Paul too finds that his encounter with the risen Christ transforms all who experience it. He finds himself unmasked when he turns to Jesus. There is a new relationship. There is a new freedom. He sees Christ in all of his risen glory. Paul knows that the more you look at the divine glow in Jesus the more your life carries that same glow. He sees it not in terms of ecstatic experiences but in terms of love and compassion.

And on the mountain of transfiguration, not only is our Lord changed, but also the disciples who share the experience. It radically changes their relationship with him. In that mountaintop experience they catch a glimpse of the glory to come. They experience a moment of rapture. They hear the voice of God calling Jesus “my chosen Son”. Reflected in that same glory they begin to know themselves. They see all that they are meant to be. They are transformed into God’s own likeness. It is for them a call to action, a call to change, a call to be.

There are times in our Christian journey when we ascend the mountain with Jesus. There on the mountaintop we come to know him in his glory. Reflected in that glory we begin to know ourselves, to know all that we are meant to be. We too are called to the heights, to greatness. We are called to be transformed into God's own likeness. We are called to know the glory of God and to see it in our lives. Jesus Christ lived human life in such a way as to show that it was capable of transformation. In the same way God will bring about such a transformation in the whole of creation. The guarantee of our faith is that it will be worth it despite all of the difficult and painful things that happen in our life journey.

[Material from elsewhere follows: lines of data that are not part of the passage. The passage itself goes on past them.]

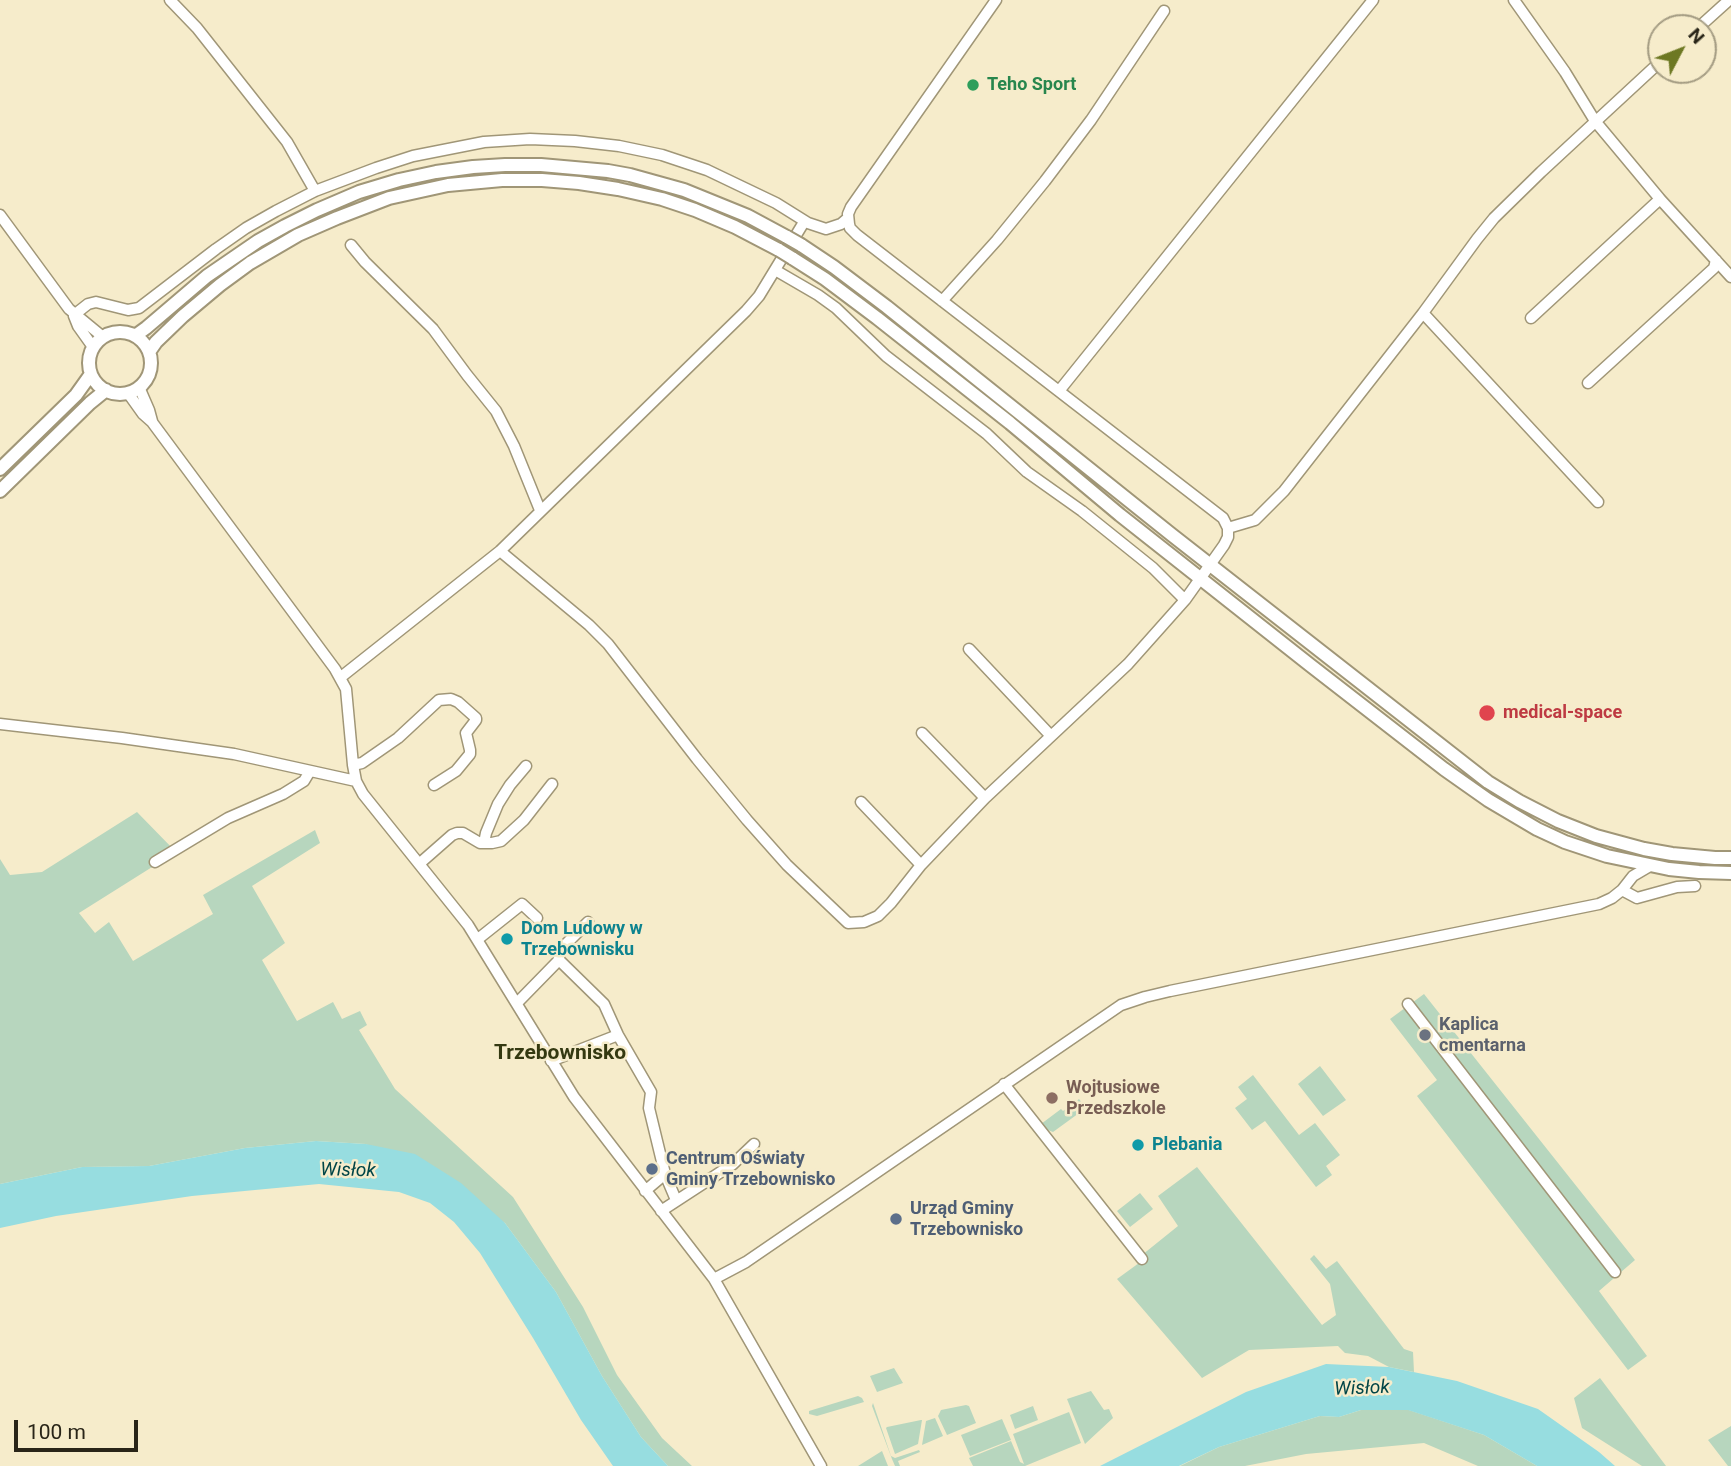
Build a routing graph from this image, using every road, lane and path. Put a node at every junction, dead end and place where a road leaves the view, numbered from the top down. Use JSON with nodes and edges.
{"nodes":[{"id":1,"x":170,"y":0,"type":"edge"},
{"id":2,"x":996,"y":0,"type":"edge"},
{"id":3,"x":1373,"y":0,"type":"edge"},
{"id":4,"x":1514,"y":0,"type":"edge"},
{"id":5,"x":1730,"y":0,"type":"edge"},
{"id":6,"x":1164,"y":11,"type":"dead end"},
{"id":7,"x":1714,"y":14,"type":"edge"},
{"id":8,"x":1647,"y":74,"type":"edge"},
{"id":9,"x":1595,"y":121,"type":"junction"},
{"id":10,"x":315,"y":191,"type":"junction"},
{"id":11,"x":1660,"y":200,"type":"junction"},
{"id":12,"x":0,"y":215,"type":"edge"},
{"id":13,"x":848,"y":218,"type":"junction"},
{"id":14,"x":804,"y":222,"type":"junction"},
{"id":15,"x":351,"y":245,"type":"dead end"},
{"id":16,"x":1716,"y":260,"type":"junction"},
{"id":17,"x":775,"y":270,"type":"junction"},
{"id":18,"x":1731,"y":277,"type":"edge"},
{"id":19,"x":942,"y":301,"type":"junction"},
{"id":20,"x":1423,"y":313,"type":"junction"},
{"id":21,"x":74,"y":315,"type":"junction"},
{"id":22,"x":1531,"y":318,"type":"dead end"},
{"id":23,"x":135,"y":335,"type":"junction"},
{"id":24,"x":103,"y":337,"type":"junction"},
{"id":25,"x":93,"y":347,"type":"junction"},
{"id":26,"x":149,"y":352,"type":"junction"},
{"id":27,"x":91,"y":374,"type":"junction"},
{"id":28,"x":1588,"y":383,"type":"dead end"},
{"id":29,"x":106,"y":390,"type":"junction"},
{"id":30,"x":134,"y":390,"type":"junction"},
{"id":31,"x":1059,"y":391,"type":"junction"},
{"id":32,"x":0,"y":469,"type":"edge"},
{"id":33,"x":0,"y":491,"type":"edge"},
{"id":34,"x":1598,"y":502,"type":"dead end"},
{"id":35,"x":540,"y":510,"type":"junction"},
{"id":36,"x":1228,"y":528,"type":"junction"},
{"id":37,"x":500,"y":551,"type":"junction"},
{"id":38,"x":1211,"y":565,"type":"junction"},
{"id":39,"x":1201,"y":579,"type":"junction"},
{"id":40,"x":1185,"y":600,"type":"junction"},
{"id":41,"x":969,"y":649,"type":"dead end"},
{"id":42,"x":341,"y":677,"type":"junction"},
{"id":43,"x":0,"y":724,"type":"edge"},
{"id":44,"x":922,"y":733,"type":"dead end"},
{"id":45,"x":1051,"y":736,"type":"junction"},
{"id":46,"x":353,"y":765,"type":"junction"},
{"id":47,"x":526,"y":766,"type":"dead end"},
{"id":48,"x":310,"y":771,"type":"junction"},
{"id":49,"x":356,"y":780,"type":"junction"},
{"id":50,"x":552,"y":784,"type":"dead end"},
{"id":51,"x":433,"y":785,"type":"dead end"},
{"id":52,"x":985,"y":798,"type":"junction"},
{"id":53,"x":861,"y":802,"type":"dead end"},
{"id":54,"x":484,"y":843,"type":"junction"},
{"id":55,"x":1644,"y":849,"type":"junction"},
{"id":56,"x":1731,"y":858,"type":"edge"},
{"id":57,"x":155,"y":862,"type":"dead end"},
{"id":58,"x":1630,"y":862,"type":"junction"},
{"id":59,"x":419,"y":864,"type":"junction"},
{"id":60,"x":921,"y":865,"type":"junction"},
{"id":61,"x":1650,"y":866,"type":"junction"},
{"id":62,"x":1731,"y":873,"type":"edge"},
{"id":63,"x":1629,"y":880,"type":"junction"},
{"id":64,"x":1695,"y":886,"type":"dead end"},
{"id":65,"x":1622,"y":890,"type":"junction"},
{"id":66,"x":537,"y":918,"type":"dead end"},
{"id":67,"x":588,"y":922,"type":"dead end"},
{"id":68,"x":478,"y":939,"type":"junction"},
{"id":69,"x":559,"y":960,"type":"junction"},
{"id":70,"x":517,"y":1003,"type":"junction"},
{"id":71,"x":1408,"y":1004,"type":"dead end"},
{"id":72,"x":618,"y":1035,"type":"junction"},
{"id":73,"x":551,"y":1061,"type":"junction"},
{"id":74,"x":1004,"y":1084,"type":"junction"},
{"id":75,"x":754,"y":1144,"type":"dead end"},
{"id":76,"x":666,"y":1174,"type":"junction"},
{"id":77,"x":645,"y":1191,"type":"junction"},
{"id":78,"x":676,"y":1200,"type":"junction"},
{"id":79,"x":661,"y":1211,"type":"junction"},
{"id":80,"x":1142,"y":1259,"type":"dead end"},
{"id":81,"x":1615,"y":1272,"type":"dead end"},
{"id":82,"x":714,"y":1279,"type":"junction"},
{"id":83,"x":821,"y":1466,"type":"edge"}],
"edges":[{"from":1,"to":10,"type":"street"},
{"from":2,"to":13,"type":"street"},
{"from":3,"to":31,"type":"street"},
{"from":4,"to":9,"type":"street"},
{"from":5,"to":7,"type":"street"},
{"from":6,"to":19,"type":"street"},
{"from":8,"to":9,"type":"street"},
{"from":9,"to":11,"type":"street"},
{"from":9,"to":20,"type":"street"},
{"from":10,"to":14,"type":"street"},
{"from":10,"to":21,"type":"street"},
{"from":11,"to":16,"type":"street"},
{"from":11,"to":22,"type":"street"},
{"from":12,"to":21,"type":"street"},
{"from":13,"to":14,"type":"street"},
{"from":13,"to":19,"type":"street"},
{"from":14,"to":17,"type":"street"},
{"from":15,"to":35,"type":"street"},
{"from":16,"to":18,"type":"street"},
{"from":16,"to":28,"type":"street"},
{"from":17,"to":35,"type":"street"},
{"from":17,"to":40,"type":"street"},
{"from":19,"to":31,"type":"street"},
{"from":20,"to":34,"type":"street"},
{"from":20,"to":36,"type":"street"},
{"from":21,"to":24,"type":"street"},
{"from":21,"to":25,"type":"street"},
{"from":23,"to":24,"type":"main road"},
{"from":23,"to":26,"type":"main road"},
{"from":23,"to":38,"type":"main road","bridge":true},
{"from":24,"to":25,"type":"main road"},
{"from":25,"to":27,"type":"main road"},
{"from":26,"to":30,"type":"main road"},
{"from":26,"to":39,"type":"main road","bridge":true},
{"from":27,"to":29,"type":"main road"},
{"from":27,"to":32,"type":"main road"},
{"from":29,"to":30,"type":"main road"},
{"from":29,"to":33,"type":"main road"},
{"from":30,"to":42,"type":"street"},
{"from":31,"to":36,"type":"street"},
{"from":35,"to":37,"type":"street"},
{"from":36,"to":38,"type":"street"},
{"from":37,"to":42,"type":"street"},
{"from":37,"to":60,"type":"street"},
{"from":38,"to":39,"type":"street"},
{"from":38,"to":55,"type":"main road"},
{"from":39,"to":40,"type":"street"},
{"from":39,"to":58,"type":"main road"},
{"from":40,"to":45,"type":"street"},
{"from":41,"to":45,"type":"street"},
{"from":42,"to":46,"type":"street"},
{"from":43,"to":48,"type":"street"},
{"from":44,"to":52,"type":"street"},
{"from":45,"to":52,"type":"street"},
{"from":46,"to":49,"type":"street"},
{"from":46,"to":51,"type":"street"},
{"from":47,"to":54,"type":"street"},
{"from":48,"to":49,"type":"street"},
{"from":48,"to":57,"type":"street"},
{"from":49,"to":59,"type":"street"},
{"from":50,"to":54,"type":"street"},
{"from":52,"to":60,"type":"street"},
{"from":53,"to":60,"type":"street"},
{"from":54,"to":59,"type":"street"},
{"from":55,"to":56,"type":"main road"},
{"from":55,"to":58,"type":"street"},
{"from":58,"to":61,"type":"main road"},
{"from":58,"to":63,"type":"street"},
{"from":59,"to":68,"type":"street"},
{"from":61,"to":62,"type":"main road"},
{"from":61,"to":63,"type":"street"},
{"from":63,"to":65,"type":"street"},
{"from":64,"to":65,"type":"street"},
{"from":65,"to":74,"type":"street"},
{"from":66,"to":68,"type":"street"},
{"from":67,"to":69,"type":"street"},
{"from":68,"to":70,"type":"street"},
{"from":69,"to":70,"type":"street"},
{"from":69,"to":72,"type":"street"},
{"from":70,"to":73,"type":"street"},
{"from":71,"to":81,"type":"street"},
{"from":72,"to":73,"type":"street"},
{"from":72,"to":76,"type":"street"},
{"from":73,"to":77,"type":"street"},
{"from":74,"to":80,"type":"street"},
{"from":74,"to":82,"type":"street"},
{"from":75,"to":78,"type":"street"},
{"from":76,"to":77,"type":"street"},
{"from":76,"to":78,"type":"street"},
{"from":77,"to":79,"type":"street"},
{"from":78,"to":79,"type":"street"},
{"from":79,"to":82,"type":"street"},
{"from":82,"to":83,"type":"street"}]}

The problem is we often fail to see the glory that surrounds us. And if we do, we don’t allow it to transform the dreariness of our lives, because to allow that transformation to take place would mean to change our perspective. All too easily we allow the problems in our lives, the fears, to take hold.

We live in troubling times. Our world is crying out for transformation. That is obvious when we consider how many of the world’s leaders can simply ignore climate change. It is even more obvious when we consider the terrible event that took place in Christchurch two days ago. What a tragedy it is when people of faith cannot worship God without facing hatred from those who do not agree with them!

It is in these troubling times that we most need to step aside for a while, to find a quiet space in which we can pour out our hearts to God, in which we can climb the mountain of transfiguration and know God's presence as we pray and listen.

It is at such times that we need to allow the ordinary bread and wine of our existence to be held up before God to be transformed by his love into the body and blood of Christ. It is the time to allow word and table to transform our hearts. It is the time to experience the glory of God that Jesus and the disciples experienced on the Mountain of Transfiguration. For we too are invited to climb the mountain, to experience the light of God shining in our lives and then to carry it out into the world where others may see it as well. We all have those experiences in our lives, times when we are transformed by the greatness of God.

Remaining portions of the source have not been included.